● **What you are asked to do**: Look at every line below and count those containing "Bethel". Answer with the number only.

++++ Supplied entries

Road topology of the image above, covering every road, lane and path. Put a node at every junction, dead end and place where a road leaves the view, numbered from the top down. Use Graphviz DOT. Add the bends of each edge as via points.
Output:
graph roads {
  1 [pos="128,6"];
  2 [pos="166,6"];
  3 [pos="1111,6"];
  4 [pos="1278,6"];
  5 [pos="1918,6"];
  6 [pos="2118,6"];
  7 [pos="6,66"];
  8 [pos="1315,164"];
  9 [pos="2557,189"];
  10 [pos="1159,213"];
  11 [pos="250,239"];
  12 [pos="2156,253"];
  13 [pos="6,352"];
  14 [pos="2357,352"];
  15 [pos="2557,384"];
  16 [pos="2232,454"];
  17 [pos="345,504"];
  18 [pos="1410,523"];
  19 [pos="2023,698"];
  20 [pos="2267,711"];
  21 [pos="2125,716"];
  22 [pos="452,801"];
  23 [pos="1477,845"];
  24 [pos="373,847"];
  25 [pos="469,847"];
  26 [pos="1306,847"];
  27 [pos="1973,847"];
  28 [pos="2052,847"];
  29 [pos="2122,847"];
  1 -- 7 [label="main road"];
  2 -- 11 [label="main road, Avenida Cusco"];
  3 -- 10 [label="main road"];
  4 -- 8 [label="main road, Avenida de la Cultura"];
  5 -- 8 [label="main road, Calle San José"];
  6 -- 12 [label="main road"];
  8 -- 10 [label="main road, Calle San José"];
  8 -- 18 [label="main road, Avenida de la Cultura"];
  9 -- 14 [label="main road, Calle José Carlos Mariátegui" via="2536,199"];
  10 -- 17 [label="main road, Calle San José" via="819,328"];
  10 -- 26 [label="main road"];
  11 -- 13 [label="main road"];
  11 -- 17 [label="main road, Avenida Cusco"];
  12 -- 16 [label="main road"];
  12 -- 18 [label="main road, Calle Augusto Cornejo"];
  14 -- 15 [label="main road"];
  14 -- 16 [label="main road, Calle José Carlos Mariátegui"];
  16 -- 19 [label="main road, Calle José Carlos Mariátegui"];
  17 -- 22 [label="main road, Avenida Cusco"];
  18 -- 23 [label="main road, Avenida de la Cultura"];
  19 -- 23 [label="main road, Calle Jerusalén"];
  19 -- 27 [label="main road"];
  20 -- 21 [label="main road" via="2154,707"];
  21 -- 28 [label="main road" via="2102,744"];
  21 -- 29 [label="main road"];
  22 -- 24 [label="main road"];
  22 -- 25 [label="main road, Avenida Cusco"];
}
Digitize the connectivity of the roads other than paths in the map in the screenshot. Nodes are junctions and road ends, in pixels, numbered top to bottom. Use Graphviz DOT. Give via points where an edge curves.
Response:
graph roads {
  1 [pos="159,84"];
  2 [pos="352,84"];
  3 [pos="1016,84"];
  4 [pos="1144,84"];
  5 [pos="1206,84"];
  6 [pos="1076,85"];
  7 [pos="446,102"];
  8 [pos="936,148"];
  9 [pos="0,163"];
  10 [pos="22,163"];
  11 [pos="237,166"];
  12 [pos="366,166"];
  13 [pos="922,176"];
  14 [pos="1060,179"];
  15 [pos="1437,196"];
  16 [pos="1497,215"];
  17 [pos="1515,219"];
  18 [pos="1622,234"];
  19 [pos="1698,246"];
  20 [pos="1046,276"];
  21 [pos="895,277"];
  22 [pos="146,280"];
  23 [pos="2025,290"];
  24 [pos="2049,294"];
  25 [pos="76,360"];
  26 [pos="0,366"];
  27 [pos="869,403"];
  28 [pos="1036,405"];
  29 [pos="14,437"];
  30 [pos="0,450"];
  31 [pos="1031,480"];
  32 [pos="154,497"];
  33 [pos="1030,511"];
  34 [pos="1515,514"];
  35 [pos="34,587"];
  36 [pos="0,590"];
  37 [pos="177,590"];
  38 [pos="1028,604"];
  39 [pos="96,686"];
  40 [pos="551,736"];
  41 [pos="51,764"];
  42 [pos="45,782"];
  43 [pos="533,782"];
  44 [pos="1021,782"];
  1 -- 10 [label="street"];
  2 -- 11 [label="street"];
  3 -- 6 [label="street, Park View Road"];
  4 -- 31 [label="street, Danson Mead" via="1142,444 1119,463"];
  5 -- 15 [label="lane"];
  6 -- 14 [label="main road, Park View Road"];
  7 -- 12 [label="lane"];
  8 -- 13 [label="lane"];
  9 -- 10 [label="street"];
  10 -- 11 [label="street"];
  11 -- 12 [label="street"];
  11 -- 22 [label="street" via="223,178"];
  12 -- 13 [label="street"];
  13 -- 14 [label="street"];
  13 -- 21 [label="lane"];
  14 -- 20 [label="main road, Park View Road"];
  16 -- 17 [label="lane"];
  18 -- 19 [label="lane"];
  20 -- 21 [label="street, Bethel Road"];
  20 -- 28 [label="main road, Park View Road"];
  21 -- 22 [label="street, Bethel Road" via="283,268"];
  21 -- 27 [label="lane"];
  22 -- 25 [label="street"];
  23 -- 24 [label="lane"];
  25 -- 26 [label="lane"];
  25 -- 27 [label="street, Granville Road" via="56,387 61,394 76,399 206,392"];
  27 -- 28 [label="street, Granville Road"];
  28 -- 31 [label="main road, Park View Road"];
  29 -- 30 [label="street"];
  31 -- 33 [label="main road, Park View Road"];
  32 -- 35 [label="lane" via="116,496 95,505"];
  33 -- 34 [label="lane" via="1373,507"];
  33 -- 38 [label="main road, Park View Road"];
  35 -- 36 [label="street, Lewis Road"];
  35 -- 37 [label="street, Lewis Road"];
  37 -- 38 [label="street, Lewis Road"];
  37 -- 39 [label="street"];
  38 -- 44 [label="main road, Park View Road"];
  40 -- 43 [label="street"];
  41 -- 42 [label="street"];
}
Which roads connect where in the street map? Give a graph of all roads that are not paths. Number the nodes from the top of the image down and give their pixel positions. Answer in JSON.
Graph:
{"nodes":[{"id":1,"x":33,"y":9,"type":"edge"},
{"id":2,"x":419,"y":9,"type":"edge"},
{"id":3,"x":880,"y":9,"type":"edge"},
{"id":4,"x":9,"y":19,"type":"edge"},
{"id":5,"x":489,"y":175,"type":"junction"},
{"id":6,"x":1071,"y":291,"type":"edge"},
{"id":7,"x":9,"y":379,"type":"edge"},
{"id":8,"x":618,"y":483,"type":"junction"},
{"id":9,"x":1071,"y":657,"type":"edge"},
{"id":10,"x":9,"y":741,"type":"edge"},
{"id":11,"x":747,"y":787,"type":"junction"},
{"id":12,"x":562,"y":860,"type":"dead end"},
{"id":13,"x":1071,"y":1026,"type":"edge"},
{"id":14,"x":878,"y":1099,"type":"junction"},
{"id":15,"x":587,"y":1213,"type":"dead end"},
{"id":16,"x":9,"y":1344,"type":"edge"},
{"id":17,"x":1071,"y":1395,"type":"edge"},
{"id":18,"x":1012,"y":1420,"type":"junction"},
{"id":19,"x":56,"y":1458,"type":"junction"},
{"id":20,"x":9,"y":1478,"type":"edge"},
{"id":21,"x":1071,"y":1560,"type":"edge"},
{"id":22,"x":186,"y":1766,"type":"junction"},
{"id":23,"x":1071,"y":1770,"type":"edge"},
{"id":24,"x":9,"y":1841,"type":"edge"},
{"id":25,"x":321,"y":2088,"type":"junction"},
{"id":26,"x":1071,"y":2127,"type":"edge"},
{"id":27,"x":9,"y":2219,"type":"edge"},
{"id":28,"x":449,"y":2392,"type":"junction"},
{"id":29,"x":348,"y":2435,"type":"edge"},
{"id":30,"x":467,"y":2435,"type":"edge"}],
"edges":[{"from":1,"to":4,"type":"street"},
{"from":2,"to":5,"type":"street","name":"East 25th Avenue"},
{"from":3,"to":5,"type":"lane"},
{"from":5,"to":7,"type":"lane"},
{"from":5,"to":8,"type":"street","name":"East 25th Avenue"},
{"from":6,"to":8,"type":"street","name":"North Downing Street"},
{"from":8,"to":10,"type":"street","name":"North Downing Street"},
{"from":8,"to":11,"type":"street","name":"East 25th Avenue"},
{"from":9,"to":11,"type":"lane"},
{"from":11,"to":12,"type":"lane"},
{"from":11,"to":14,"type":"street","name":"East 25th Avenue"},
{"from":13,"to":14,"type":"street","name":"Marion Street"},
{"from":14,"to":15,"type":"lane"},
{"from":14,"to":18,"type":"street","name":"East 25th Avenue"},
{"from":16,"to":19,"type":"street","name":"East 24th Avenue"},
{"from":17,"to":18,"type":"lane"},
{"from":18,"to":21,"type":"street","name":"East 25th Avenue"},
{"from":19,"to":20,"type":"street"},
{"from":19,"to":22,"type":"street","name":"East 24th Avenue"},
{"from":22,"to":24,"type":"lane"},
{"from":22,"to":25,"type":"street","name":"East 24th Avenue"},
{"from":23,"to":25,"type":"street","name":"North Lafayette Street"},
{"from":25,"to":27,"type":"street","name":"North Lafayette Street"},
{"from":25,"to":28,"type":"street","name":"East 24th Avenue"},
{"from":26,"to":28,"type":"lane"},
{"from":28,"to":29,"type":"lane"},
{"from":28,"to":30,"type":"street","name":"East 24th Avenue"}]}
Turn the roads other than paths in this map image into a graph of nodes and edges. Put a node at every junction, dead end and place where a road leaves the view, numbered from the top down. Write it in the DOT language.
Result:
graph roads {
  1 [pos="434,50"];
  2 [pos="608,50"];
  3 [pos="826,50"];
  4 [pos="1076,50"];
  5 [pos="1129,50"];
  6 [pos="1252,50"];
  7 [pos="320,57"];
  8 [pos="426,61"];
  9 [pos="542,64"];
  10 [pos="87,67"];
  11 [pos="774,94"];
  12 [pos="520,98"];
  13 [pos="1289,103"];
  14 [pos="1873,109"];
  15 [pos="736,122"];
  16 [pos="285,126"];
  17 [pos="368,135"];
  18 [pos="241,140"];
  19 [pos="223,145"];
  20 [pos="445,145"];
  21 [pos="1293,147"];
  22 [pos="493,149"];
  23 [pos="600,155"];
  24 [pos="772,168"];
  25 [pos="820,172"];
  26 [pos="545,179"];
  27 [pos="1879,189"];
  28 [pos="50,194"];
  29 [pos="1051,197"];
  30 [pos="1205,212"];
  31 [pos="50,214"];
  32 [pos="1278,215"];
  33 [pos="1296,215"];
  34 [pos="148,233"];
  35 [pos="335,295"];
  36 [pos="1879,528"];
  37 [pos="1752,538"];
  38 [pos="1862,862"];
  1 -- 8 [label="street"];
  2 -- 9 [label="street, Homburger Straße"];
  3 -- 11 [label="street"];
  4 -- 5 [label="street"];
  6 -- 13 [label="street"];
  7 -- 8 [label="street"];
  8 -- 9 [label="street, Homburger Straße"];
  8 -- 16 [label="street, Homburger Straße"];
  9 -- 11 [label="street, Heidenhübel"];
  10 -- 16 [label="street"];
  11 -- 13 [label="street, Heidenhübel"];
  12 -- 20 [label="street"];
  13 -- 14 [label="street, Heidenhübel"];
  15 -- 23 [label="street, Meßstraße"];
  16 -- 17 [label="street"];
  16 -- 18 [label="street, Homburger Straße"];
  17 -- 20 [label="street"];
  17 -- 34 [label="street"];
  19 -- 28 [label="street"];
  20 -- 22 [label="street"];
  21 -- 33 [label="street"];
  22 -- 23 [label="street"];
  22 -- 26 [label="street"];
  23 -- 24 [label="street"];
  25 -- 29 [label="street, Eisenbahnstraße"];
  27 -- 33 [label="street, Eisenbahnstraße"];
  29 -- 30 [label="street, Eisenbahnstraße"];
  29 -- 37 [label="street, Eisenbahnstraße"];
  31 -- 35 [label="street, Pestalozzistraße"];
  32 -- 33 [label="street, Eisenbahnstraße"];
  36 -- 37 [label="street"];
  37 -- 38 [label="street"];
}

++++++++

● **Solution below**: 2